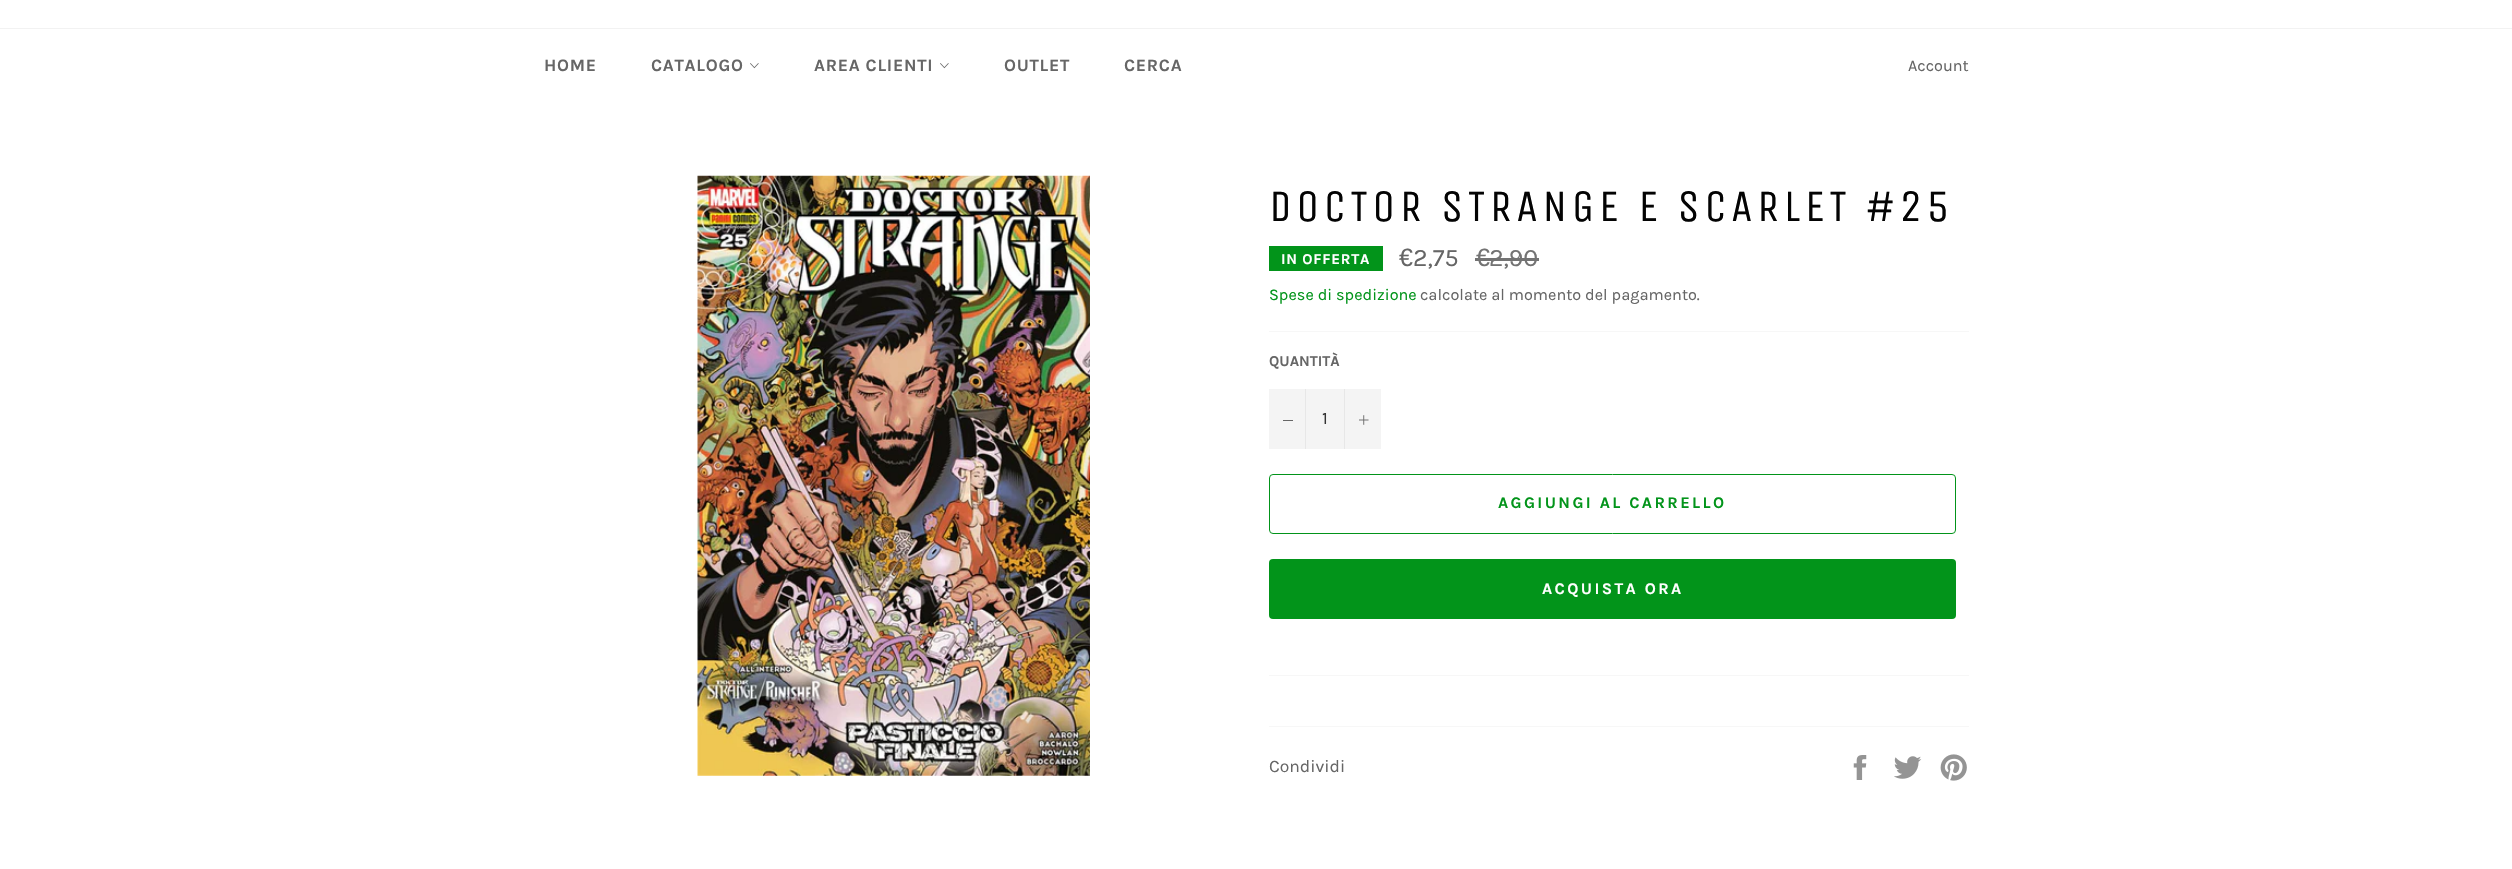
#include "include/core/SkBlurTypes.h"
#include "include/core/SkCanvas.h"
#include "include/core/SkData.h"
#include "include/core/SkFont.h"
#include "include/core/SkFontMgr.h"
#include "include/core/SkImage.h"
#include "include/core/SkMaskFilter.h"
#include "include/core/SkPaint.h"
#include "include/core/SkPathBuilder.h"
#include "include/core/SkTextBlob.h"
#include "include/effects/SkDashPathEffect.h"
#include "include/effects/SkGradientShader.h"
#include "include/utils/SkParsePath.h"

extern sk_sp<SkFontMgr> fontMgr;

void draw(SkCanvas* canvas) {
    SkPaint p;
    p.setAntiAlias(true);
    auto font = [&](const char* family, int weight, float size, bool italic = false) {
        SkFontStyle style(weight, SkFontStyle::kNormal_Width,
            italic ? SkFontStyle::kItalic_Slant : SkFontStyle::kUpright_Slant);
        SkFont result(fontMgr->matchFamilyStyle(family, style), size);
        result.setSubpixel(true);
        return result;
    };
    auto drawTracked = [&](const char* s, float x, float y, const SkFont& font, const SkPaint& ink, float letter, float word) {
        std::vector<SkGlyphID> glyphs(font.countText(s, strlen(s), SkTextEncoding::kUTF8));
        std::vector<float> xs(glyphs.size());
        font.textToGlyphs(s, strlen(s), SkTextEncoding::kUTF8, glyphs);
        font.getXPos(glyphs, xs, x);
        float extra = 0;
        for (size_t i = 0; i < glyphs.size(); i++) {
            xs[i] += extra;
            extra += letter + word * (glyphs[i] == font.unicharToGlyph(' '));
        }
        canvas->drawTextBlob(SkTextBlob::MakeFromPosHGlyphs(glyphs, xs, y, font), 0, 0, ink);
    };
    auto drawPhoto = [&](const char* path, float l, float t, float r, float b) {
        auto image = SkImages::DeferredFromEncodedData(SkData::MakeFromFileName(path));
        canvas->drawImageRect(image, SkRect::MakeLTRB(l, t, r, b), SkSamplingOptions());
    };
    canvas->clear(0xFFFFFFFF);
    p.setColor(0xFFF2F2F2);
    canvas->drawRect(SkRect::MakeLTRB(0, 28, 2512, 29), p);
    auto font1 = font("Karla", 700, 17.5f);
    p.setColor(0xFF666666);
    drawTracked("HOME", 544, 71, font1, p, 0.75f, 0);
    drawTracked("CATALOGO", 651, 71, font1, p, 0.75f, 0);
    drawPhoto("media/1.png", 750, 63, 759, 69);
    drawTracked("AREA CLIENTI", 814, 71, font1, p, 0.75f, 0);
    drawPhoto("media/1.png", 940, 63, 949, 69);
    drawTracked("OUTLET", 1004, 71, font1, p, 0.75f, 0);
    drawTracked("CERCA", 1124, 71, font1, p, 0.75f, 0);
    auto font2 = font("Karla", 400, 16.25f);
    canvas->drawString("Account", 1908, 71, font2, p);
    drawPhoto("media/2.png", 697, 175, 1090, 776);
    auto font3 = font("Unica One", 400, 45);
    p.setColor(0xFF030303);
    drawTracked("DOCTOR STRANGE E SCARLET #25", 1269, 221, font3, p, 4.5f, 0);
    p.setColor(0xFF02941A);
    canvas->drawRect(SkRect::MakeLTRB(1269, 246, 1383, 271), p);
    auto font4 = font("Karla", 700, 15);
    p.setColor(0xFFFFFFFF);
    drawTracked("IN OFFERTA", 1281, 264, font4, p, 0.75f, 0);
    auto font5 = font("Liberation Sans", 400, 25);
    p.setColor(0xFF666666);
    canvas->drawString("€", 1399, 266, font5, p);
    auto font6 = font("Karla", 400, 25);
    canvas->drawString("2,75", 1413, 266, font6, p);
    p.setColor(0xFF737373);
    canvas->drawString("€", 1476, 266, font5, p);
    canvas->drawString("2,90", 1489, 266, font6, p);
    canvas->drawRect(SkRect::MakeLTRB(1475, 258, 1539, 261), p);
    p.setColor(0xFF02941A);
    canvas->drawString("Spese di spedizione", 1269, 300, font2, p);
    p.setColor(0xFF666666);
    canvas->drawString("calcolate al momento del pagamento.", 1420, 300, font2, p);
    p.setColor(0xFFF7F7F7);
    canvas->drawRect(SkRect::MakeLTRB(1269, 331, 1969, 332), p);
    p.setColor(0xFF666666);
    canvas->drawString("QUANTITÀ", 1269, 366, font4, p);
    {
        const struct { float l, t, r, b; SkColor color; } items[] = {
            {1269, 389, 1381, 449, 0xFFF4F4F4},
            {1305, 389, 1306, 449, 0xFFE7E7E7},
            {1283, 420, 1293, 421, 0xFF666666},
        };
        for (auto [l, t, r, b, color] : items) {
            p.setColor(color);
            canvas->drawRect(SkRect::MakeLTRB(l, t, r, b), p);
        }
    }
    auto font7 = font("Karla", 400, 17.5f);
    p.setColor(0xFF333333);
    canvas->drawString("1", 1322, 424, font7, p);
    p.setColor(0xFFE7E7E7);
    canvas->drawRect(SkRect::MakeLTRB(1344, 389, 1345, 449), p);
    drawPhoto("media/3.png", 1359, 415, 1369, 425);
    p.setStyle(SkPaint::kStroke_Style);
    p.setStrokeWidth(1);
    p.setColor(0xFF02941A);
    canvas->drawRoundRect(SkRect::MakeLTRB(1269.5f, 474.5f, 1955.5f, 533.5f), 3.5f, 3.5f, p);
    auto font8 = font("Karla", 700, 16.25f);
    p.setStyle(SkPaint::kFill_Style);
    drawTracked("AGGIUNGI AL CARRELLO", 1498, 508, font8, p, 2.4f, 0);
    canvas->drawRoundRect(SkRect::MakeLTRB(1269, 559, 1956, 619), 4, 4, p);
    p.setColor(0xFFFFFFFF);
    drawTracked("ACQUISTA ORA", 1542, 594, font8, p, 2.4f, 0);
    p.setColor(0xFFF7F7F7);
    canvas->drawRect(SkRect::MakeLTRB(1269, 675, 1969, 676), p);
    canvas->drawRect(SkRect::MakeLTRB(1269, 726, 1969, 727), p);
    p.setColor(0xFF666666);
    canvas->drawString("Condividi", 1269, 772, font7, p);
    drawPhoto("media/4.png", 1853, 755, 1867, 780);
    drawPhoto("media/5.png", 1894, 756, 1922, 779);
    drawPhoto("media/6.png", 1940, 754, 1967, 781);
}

::::::::::

> [What you will do]:
Among the entries above, find the line with "SkFont result(fontMgr->matchFamilyStyle(family, style), size);" and the line with "glyphs(font.countText(s, strlen(s), SkTextEncoding::kUTF8));"; give again exactly these two lines and all lines between them.

> [Output below]:
        SkFont result(fontMgr->matchFamilyStyle(family, style), size);
        result.setSubpixel(true);
        return result;
    };
    auto drawTracked = [&](const char* s, float x, float y, const SkFont& font, const SkPaint& ink, float letter, float word) {
        std::vector<SkGlyphID> glyphs(font.countText(s, strlen(s), SkTextEncoding::kUTF8));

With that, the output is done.